Activity:
Your copy should match the entries exactly, except that it holds no pictures.

Source information:
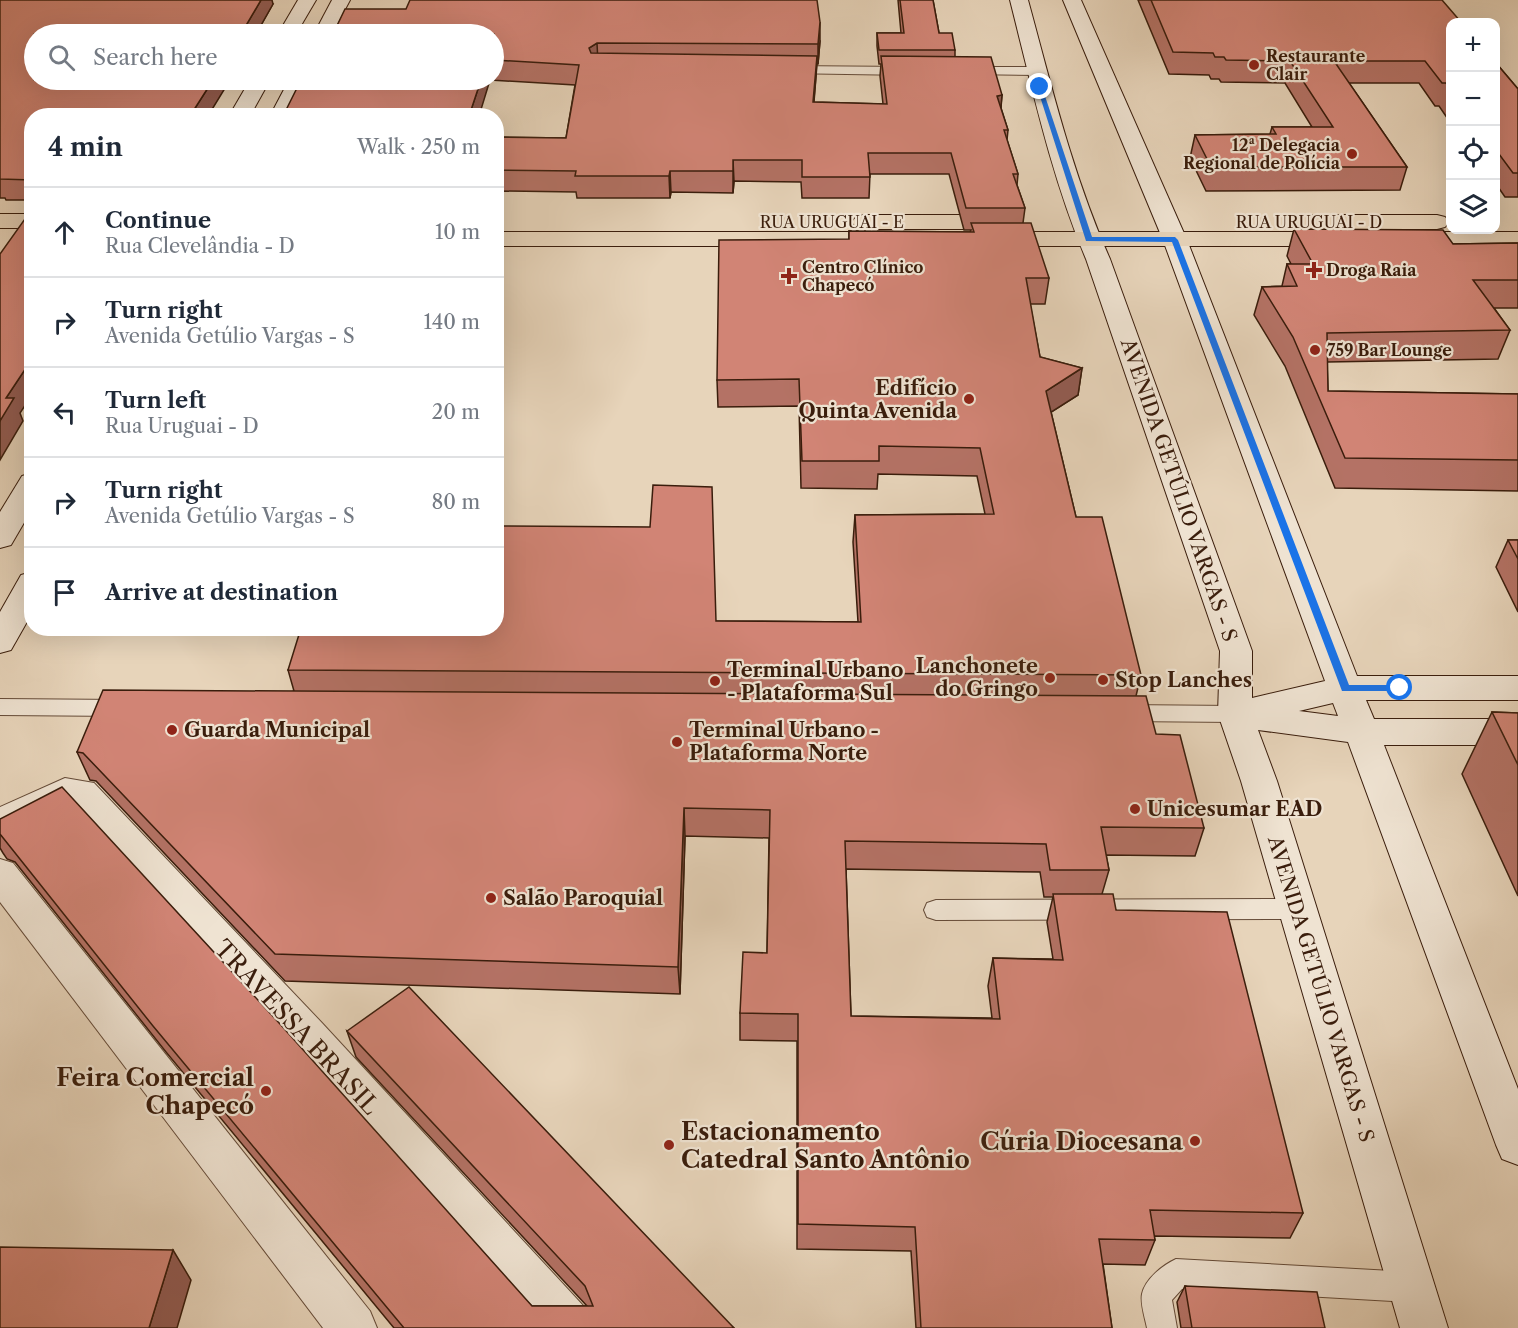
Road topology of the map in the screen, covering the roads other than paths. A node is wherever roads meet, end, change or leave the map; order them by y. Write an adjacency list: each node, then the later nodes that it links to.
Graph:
1 (307, 0): 5 (street)
2 (341, 0): 6 (street)
3 (1019, 0): 10 (street, AVENIDA GETÚLIO VARGAS - S)
4 (1072, 0): 22 (street)
5 (293, 24)
6 (328, 24)
7 (776, 70): 8 (lane)
8 (918, 71)
9 (953, 71): 10 (lane)
10 (1036, 71): 21 (street, AVENIDA GETÚLIO VARGAS - S)
11 (254, 90): 13 (street)
12 (294, 90): 14 (street)
13 (244, 108)
14 (284, 108)
15 (0, 221): 16 (main road)
16 (24, 221)
17 (504, 222): 21 (main road, RUA URUGUAI - E)
18 (1446, 222): 22 (main road, RUA URUGUAI - D)
19 (1500, 222): 20 (main road)
20 (1518, 222)
21 (1085, 231): 22 (main road, RUA URUGUAI - D); 25 (main road, RUA URUGUAI - E); 36 (street, AVENIDA GETÚLIO VARGAS - S)
22 (1172, 231): 26 (main road, RUA URUGUAI - D); 31 (street)
23 (0, 239): 24 (main road)
24 (24, 239)
25 (504, 239)
26 (1518, 239)
27 (24, 496): 28 (street)
28 (0, 538)
29 (24, 597): 30 (street)
30 (0, 642)
31 (1345, 688): 32 (street); 36 (street); 37 (street)
32 (1518, 688)
33 (0, 707): 34 (lane)
34 (143, 708)
35 (1102, 713): 36 (lane)
36 (1235, 714): 37 (street); 41 (street, AVENIDA GETÚLIO VARGAS - S)
37 (1363, 732): 38 (street); 43 (street)
38 (1518, 732)
39 (0, 824): 46 (street, TRAVESSA BRASIL)
40 (0, 874): 45 (street)
41 (1297, 909): 42 (lane); 44 (street, AVENIDA GETÚLIO VARGAS - S)
42 (936, 910)
43 (1518, 1145)
44 (1410, 1287): 47 (lane); 48 (street, AVENIDA GETÚLIO VARGAS - S)
45 (353, 1328)
46 (571, 1328)
47 (1162, 1328)
48 (1424, 1328)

Reply to the exercise:
Road topology of the map in the screen, covering the roads other than paths. A node is wherever roads meet, end, change or leave the map; order them by y. Write an adjacency list: each node, then the later nodes that it links to.
Graph:
1 (307, 0): 5 (street)
2 (341, 0): 6 (street)
3 (1019, 0): 10 (street, AVENIDA GETÚLIO VARGAS - S)
4 (1072, 0): 22 (street)
5 (293, 24)
6 (328, 24)
7 (776, 70): 8 (lane)
8 (918, 71)
9 (953, 71): 10 (lane)
10 (1036, 71): 21 (street, AVENIDA GETÚLIO VARGAS - S)
11 (254, 90): 13 (street)
12 (294, 90): 14 (street)
13 (244, 108)
14 (284, 108)
15 (0, 221): 16 (main road)
16 (24, 221)
17 (504, 222): 21 (main road, RUA URUGUAI - E)
18 (1446, 222): 22 (main road, RUA URUGUAI - D)
19 (1500, 222): 20 (main road)
20 (1518, 222)
21 (1085, 231): 22 (main road, RUA URUGUAI - D); 25 (main road, RUA URUGUAI - E); 36 (street, AVENIDA GETÚLIO VARGAS - S)
22 (1172, 231): 26 (main road, RUA URUGUAI - D); 31 (street)
23 (0, 239): 24 (main road)
24 (24, 239)
25 (504, 239)
26 (1518, 239)
27 (24, 496): 28 (street)
28 (0, 538)
29 (24, 597): 30 (street)
30 (0, 642)
31 (1345, 688): 32 (street); 36 (street); 37 (street)
32 (1518, 688)
33 (0, 707): 34 (lane)
34 (143, 708)
35 (1102, 713): 36 (lane)
36 (1235, 714): 37 (street); 41 (street, AVENIDA GETÚLIO VARGAS - S)
37 (1363, 732): 38 (street); 43 (street)
38 (1518, 732)
39 (0, 824): 46 (street, TRAVESSA BRASIL)
40 (0, 874): 45 (street)
41 (1297, 909): 42 (lane); 44 (street, AVENIDA GETÚLIO VARGAS - S)
42 (936, 910)
43 (1518, 1145)
44 (1410, 1287): 47 (lane); 48 (street, AVENIDA GETÚLIO VARGAS - S)
45 (353, 1328)
46 (571, 1328)
47 (1162, 1328)
48 (1424, 1328)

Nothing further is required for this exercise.